■ EXERCISE DESCRIPTION
Each word in the data below should be copied exactly; the images should not.

(DATA UNDER STUDY begins)

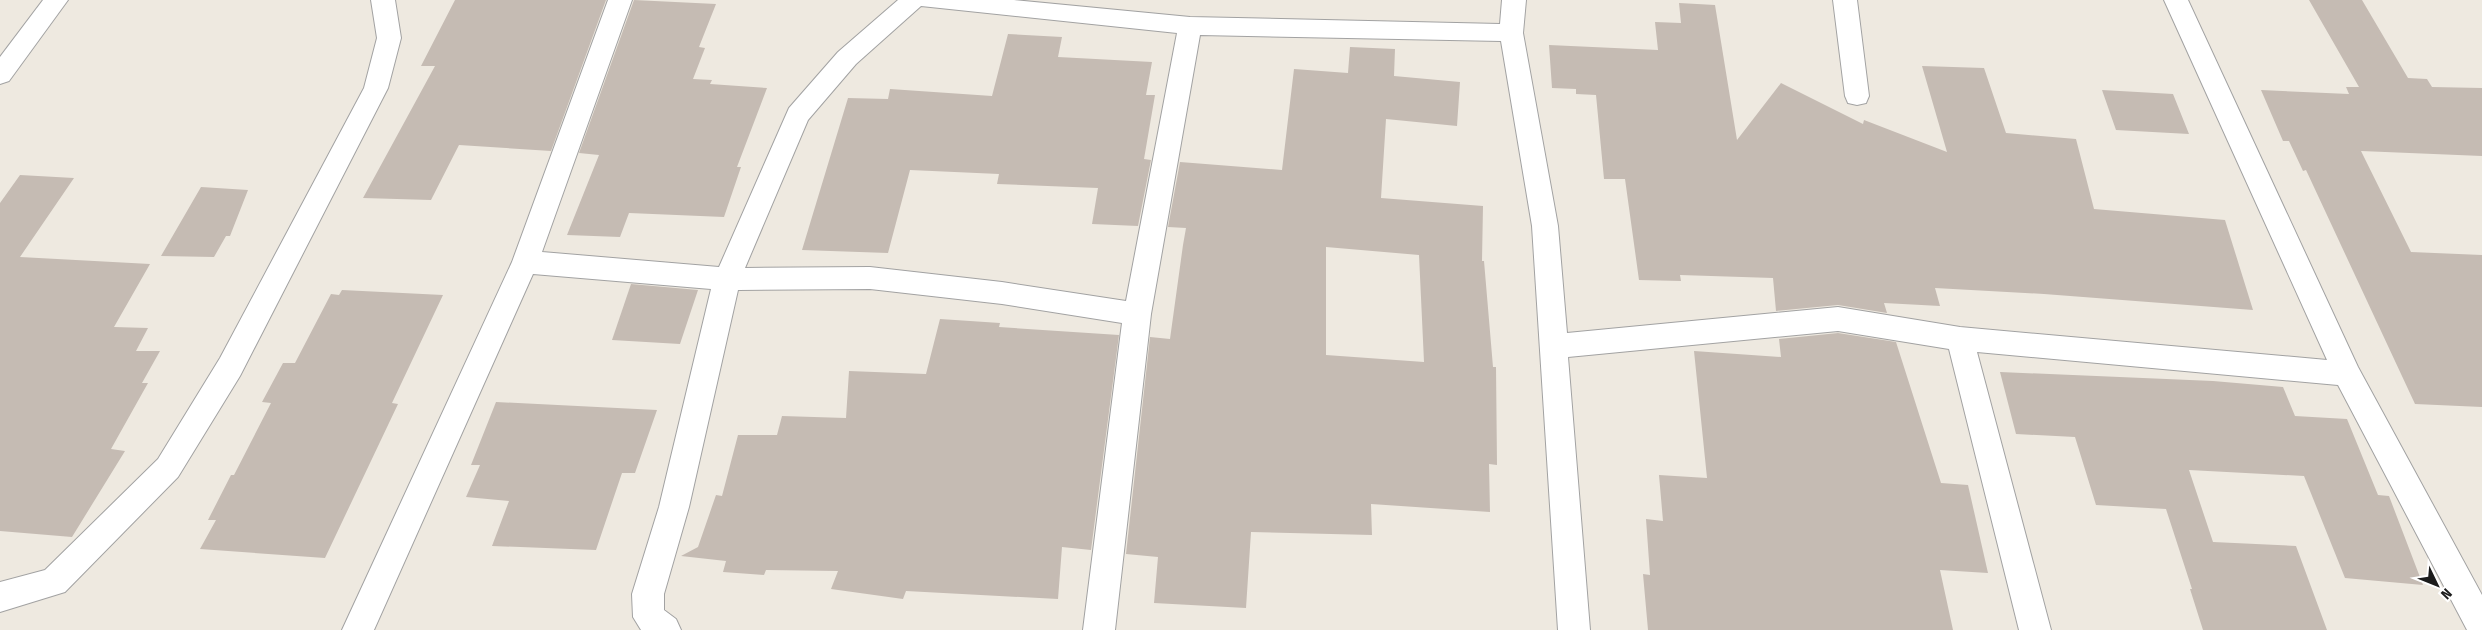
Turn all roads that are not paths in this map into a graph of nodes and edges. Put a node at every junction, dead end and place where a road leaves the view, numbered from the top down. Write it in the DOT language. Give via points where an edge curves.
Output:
graph roads {
  1 [pos="56,0"];
  2 [pos="383,0"];
  3 [pos="620,0"];
  4 [pos="913,0"];
  5 [pos="929,0"];
  6 [pos="1514,0"];
  7 [pos="1845,0"];
  8 [pos="2176,0"];
  9 [pos="1190,26"];
  10 [pos="1511,33"];
  11 [pos="0,75"];
  12 [pos="1857,96"];
  13 [pos="525,262"];
  14 [pos="727,279"];
  15 [pos="1137,314"];
  16 [pos="1960,339"];
  17 [pos="1555,346"];
  18 [pos="2347,374"];
  19 [pos="0,597"];
  20 [pos="2482,626"];
  21 [pos="358,630"];
  22 [pos="665,630"];
  23 [pos="1099,630"];
  24 [pos="1574,630"];
  25 [pos="2034,630"];
  1 -- 11 [label="street"];
  2 -- 19 [label="street" via="389,38 376,88 230,367 168,468 54,582"];
  3 -- 13 [label="street"];
  4 -- 14 [label="street" via="847,58 798,115"];
  5 -- 9 [label="street"];
  6 -- 10 [label="street"];
  7 -- 12 [label="street"];
  8 -- 18 [label="street"];
  9 -- 10 [label="street"];
  9 -- 15 [label="street"];
  10 -- 17 [label="street" via="1545,226"];
  13 -- 14 [label="street"];
  13 -- 21 [label="street"];
  14 -- 15 [label="street" via="870,278 1002,293"];
  14 -- 22 [label="street" via="674,507 648,594 648,618"];
  15 -- 23 [label="street"];
  16 -- 17 [label="street" via="1838,319"];
  16 -- 18 [label="street"];
  16 -- 25 [label="street"];
  17 -- 24 [label="street"];
  18 -- 20 [label="street"];
}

(DATA UNDER STUDY ends)

■ ANSWER SECTION
Turn all roads that are not paths in this map into a graph of nodes and edges. Put a node at every junction, dead end and place where a road leaves the view, numbered from the top down. Write it in the DOT language. Give via points where an edge curves.
Output:
graph roads {
  1 [pos="56,0"];
  2 [pos="383,0"];
  3 [pos="620,0"];
  4 [pos="913,0"];
  5 [pos="929,0"];
  6 [pos="1514,0"];
  7 [pos="1845,0"];
  8 [pos="2176,0"];
  9 [pos="1190,26"];
  10 [pos="1511,33"];
  11 [pos="0,75"];
  12 [pos="1857,96"];
  13 [pos="525,262"];
  14 [pos="727,279"];
  15 [pos="1137,314"];
  16 [pos="1960,339"];
  17 [pos="1555,346"];
  18 [pos="2347,374"];
  19 [pos="0,597"];
  20 [pos="2482,626"];
  21 [pos="358,630"];
  22 [pos="665,630"];
  23 [pos="1099,630"];
  24 [pos="1574,630"];
  25 [pos="2034,630"];
  1 -- 11 [label="street"];
  2 -- 19 [label="street" via="389,38 376,88 230,367 168,468 54,582"];
  3 -- 13 [label="street"];
  4 -- 14 [label="street" via="847,58 798,115"];
  5 -- 9 [label="street"];
  6 -- 10 [label="street"];
  7 -- 12 [label="street"];
  8 -- 18 [label="street"];
  9 -- 10 [label="street"];
  9 -- 15 [label="street"];
  10 -- 17 [label="street" via="1545,226"];
  13 -- 14 [label="street"];
  13 -- 21 [label="street"];
  14 -- 15 [label="street" via="870,278 1002,293"];
  14 -- 22 [label="street" via="674,507 648,594 648,618"];
  15 -- 23 [label="street"];
  16 -- 17 [label="street" via="1838,319"];
  16 -- 18 [label="street"];
  16 -- 25 [label="street"];
  17 -- 24 [label="street"];
  18 -- 20 [label="street"];
}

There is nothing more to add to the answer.